++++ Information provided ++++

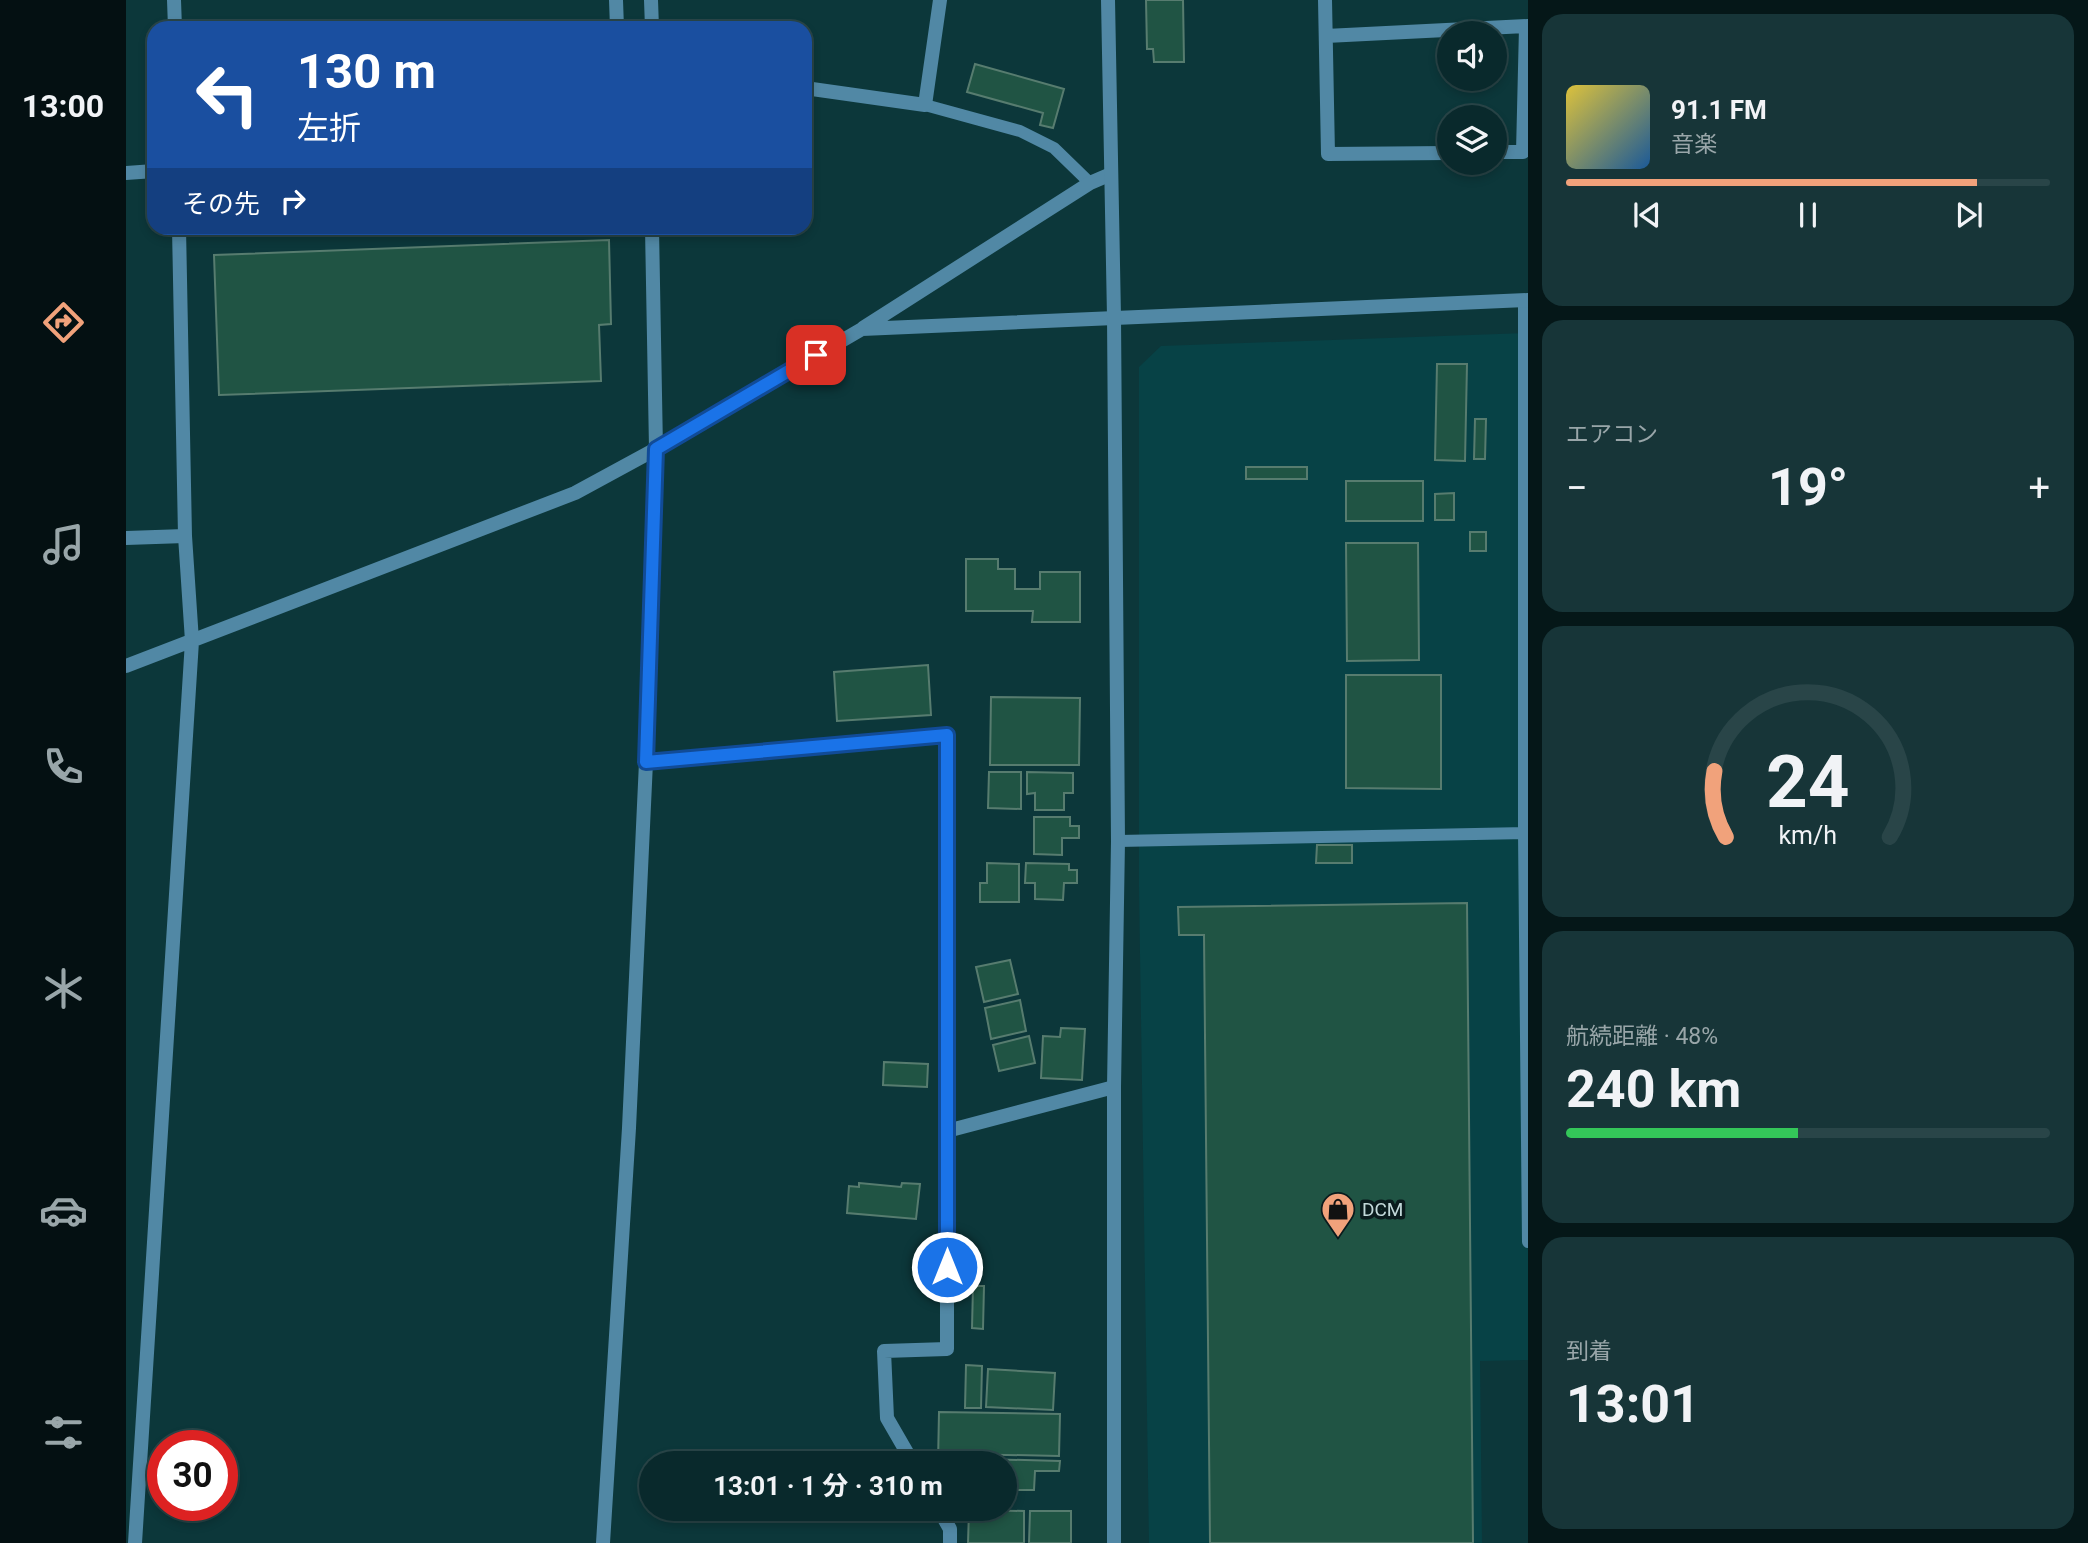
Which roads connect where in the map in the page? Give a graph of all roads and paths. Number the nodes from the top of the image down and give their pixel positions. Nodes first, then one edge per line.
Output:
1 (174, 0) edge
2 (616, 0) edge
3 (651, 0) edge
4 (940, 0) edge
5 (1108, 0) edge
6 (1325, 0) edge
7 (175, 21) edge
8 (617, 21) edge
9 (652, 21) edge
10 (1527, 27) edge
11 (1326, 36) junction
12 (812, 89) edge
13 (925, 105) junction
14 (1507, 152) edge
15 (1437, 153) edge
16 (147, 172) edge
17 (126, 173) edge
18 (1111, 174) junction
19 (1090, 183) junction
20 (180, 235) edge
21 (652, 235) edge
22 (1526, 300) edge
23 (1114, 317) junction
24 (862, 329) junction
25 (656, 449) junction
26 (185, 536) junction
27 (126, 538) edge
28 (1526, 562) edge
29 (192, 641) junction
30 (126, 666) edge
31 (646, 762) junction
32 (1526, 833) edge
33 (1118, 841) junction
34 (1114, 1087) junction
35 (947, 1131) junction
36 (1528, 1242) edge
37 (906, 1451) edge
38 (946, 1521) edge
39 (135, 1543) edge
40 (603, 1543) edge
41 (950, 1543) edge
42 (1114, 1543) edge

1 - 7 street
2 - 8 street
3 - 9 street
4 - 13 street
5 - 18 street
6 - 11 street
10 - 11 street
10 - 14 street
11 - 15 street
12 - 13 street
13 - 19 lane
16 - 17 street
18 - 19 street
18 - 23 street
19 - 24 street
20 - 26 street
21 - 25 street
22 - 23 street
22 - 28 lane
23 - 24 street
23 - 33 street
24 - 25 street
25 - 29 street
25 - 31 street
26 - 27 street
26 - 29 street
28 - 32 lane
29 - 30 street
29 - 39 street
31 - 35 street
31 - 40 street
32 - 33 lane
32 - 36 lane
33 - 34 street
34 - 35 street
34 - 42 street
35 - 37 street
38 - 41 street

++++

Your goal: No picture should be included when the data are set down again exactly.

Task solution:
Which roads connect where in the map in the page? Give a graph of all roads and paths. Number the nodes from the top of the image down and give their pixel positions. Nodes first, then one edge per line.
Output:
1 (174, 0) edge
2 (616, 0) edge
3 (651, 0) edge
4 (940, 0) edge
5 (1108, 0) edge
6 (1325, 0) edge
7 (175, 21) edge
8 (617, 21) edge
9 (652, 21) edge
10 (1527, 27) edge
11 (1326, 36) junction
12 (812, 89) edge
13 (925, 105) junction
14 (1507, 152) edge
15 (1437, 153) edge
16 (147, 172) edge
17 (126, 173) edge
18 (1111, 174) junction
19 (1090, 183) junction
20 (180, 235) edge
21 (652, 235) edge
22 (1526, 300) edge
23 (1114, 317) junction
24 (862, 329) junction
25 (656, 449) junction
26 (185, 536) junction
27 (126, 538) edge
28 (1526, 562) edge
29 (192, 641) junction
30 (126, 666) edge
31 (646, 762) junction
32 (1526, 833) edge
33 (1118, 841) junction
34 (1114, 1087) junction
35 (947, 1131) junction
36 (1528, 1242) edge
37 (906, 1451) edge
38 (946, 1521) edge
39 (135, 1543) edge
40 (603, 1543) edge
41 (950, 1543) edge
42 (1114, 1543) edge

1 - 7 street
2 - 8 street
3 - 9 street
4 - 13 street
5 - 18 street
6 - 11 street
10 - 11 street
10 - 14 street
11 - 15 street
12 - 13 street
13 - 19 lane
16 - 17 street
18 - 19 street
18 - 23 street
19 - 24 street
20 - 26 street
21 - 25 street
22 - 23 street
22 - 28 lane
23 - 24 street
23 - 33 street
24 - 25 street
25 - 29 street
25 - 31 street
26 - 27 street
26 - 29 street
28 - 32 lane
29 - 30 street
29 - 39 street
31 - 35 street
31 - 40 street
32 - 33 lane
32 - 36 lane
33 - 34 street
34 - 35 street
34 - 42 street
35 - 37 street
38 - 41 street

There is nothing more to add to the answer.